By Nina Kienle
Sasol outlined earnings guidance for fiscal 2028, which include improved adjusted earnings and reduced debt, despite continuing macroeconomic volatility.
The South African chemicals-and-energy group on Tuesday said it targets adjusted earnings before interest, taxes, depreciation and amortization of up to 71 billion South African rand ($3.92 billion) on nominal terms, with a net debt below $3 billion, it said.
Sasol posted adjusted Ebitda of 60.01 billion rand and a net debt of $4.1 billion for the fiscal year ended June 2024.
It separately said that it revised its dividend policy to better align with the prevailing volatility.
A dividend will be paid once net debt of below $3 billion excluding leases on a sustained basis is achieved, compared with a previous threshold of below $4 billion.
The group didn't pay dividend for fiscal 2024, citing its high level of leverage.

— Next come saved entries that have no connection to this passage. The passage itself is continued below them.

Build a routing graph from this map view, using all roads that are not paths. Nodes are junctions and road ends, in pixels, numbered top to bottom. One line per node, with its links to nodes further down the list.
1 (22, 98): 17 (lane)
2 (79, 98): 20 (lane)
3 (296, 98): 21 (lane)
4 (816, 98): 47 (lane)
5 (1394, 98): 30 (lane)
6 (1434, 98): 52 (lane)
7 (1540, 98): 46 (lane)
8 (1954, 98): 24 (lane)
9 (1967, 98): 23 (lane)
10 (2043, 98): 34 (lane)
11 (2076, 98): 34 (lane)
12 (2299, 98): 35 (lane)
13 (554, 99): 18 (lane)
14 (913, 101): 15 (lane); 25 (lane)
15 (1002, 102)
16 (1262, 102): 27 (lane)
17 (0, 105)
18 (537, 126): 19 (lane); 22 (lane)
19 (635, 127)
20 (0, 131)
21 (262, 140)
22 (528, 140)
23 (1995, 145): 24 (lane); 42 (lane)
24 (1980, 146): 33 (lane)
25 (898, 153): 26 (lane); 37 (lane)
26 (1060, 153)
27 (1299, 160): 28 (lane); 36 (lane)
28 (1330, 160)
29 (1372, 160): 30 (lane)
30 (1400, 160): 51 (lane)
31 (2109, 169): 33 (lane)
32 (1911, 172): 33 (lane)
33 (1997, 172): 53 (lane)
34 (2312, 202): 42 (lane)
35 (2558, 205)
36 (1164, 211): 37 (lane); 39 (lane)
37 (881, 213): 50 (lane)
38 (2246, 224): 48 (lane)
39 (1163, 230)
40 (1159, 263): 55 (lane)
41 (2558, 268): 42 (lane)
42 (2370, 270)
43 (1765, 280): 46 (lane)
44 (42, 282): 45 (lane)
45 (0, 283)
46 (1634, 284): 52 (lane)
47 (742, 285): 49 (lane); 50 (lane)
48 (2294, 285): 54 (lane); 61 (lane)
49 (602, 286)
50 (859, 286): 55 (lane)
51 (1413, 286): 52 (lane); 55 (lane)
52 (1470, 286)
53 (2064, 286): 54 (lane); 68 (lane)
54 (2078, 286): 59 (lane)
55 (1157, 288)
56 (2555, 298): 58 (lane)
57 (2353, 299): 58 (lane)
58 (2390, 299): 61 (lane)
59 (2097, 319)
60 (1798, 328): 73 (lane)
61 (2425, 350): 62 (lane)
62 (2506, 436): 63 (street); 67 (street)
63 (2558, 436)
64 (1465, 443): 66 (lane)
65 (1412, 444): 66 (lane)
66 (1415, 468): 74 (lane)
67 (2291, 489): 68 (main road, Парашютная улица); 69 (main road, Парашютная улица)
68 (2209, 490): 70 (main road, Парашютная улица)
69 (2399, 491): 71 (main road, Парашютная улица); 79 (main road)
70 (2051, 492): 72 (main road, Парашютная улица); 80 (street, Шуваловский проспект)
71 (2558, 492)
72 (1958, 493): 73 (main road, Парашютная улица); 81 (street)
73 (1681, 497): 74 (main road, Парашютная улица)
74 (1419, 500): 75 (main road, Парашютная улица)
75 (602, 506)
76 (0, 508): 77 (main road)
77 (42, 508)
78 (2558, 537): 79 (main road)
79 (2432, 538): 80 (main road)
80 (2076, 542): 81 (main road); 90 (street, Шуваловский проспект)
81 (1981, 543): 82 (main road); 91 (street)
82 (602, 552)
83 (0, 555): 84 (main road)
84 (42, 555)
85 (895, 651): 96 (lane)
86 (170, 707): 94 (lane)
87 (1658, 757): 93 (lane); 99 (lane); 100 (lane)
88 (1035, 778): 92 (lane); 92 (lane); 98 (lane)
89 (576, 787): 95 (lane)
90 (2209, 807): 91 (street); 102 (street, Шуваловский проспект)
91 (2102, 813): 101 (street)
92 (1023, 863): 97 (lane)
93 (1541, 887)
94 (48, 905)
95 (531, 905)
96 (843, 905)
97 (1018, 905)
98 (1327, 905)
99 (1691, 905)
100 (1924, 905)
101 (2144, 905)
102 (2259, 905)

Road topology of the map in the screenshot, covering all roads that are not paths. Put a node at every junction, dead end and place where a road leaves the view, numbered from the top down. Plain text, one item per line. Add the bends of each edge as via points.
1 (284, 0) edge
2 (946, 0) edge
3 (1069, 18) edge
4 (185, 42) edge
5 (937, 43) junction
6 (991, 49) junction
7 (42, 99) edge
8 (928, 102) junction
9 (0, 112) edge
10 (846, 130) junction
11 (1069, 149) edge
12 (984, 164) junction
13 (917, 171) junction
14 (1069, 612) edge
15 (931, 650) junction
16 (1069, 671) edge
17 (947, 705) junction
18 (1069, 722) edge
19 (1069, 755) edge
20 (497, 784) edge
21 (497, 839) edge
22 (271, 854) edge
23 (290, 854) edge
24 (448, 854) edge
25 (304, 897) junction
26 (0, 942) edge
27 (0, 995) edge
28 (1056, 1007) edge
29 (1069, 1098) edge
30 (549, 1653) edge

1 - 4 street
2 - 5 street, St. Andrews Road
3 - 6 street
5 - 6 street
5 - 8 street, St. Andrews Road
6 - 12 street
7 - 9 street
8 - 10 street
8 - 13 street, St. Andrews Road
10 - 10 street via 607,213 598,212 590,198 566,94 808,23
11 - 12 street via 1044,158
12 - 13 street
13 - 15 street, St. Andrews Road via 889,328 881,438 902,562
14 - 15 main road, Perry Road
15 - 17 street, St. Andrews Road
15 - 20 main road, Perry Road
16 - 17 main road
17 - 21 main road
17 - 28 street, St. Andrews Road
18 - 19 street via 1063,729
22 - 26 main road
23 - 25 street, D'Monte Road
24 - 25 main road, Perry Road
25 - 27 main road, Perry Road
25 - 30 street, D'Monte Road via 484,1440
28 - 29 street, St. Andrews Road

The group aims to maintain a working capital in a target range of 15.5% to 16.5%
It added that it expects to see improved Ebitda growth through targeted improvement across the portfolio, and a strengthened balance sheet.
In international chemicals, the company aims to explore options to unlock value, targeting an Ebitda range between $750 million to $850 million, it said.
In fiscal 2025 it aims for a positive cash flow before financing costs, it added.
In southern Africa it aims to remain fossil fuel-based, targeting an Ebitda of up to 55 billion rand, it said.
It aims for an improvement in coal quality, restoring gasification performance and optimizing the cost base, it added.
Write to Nina Kienle at nina.kienle@wsj.com
(END) Dow Jones Newswires
May 20, 2025 05:36 ET (09:36 GMT)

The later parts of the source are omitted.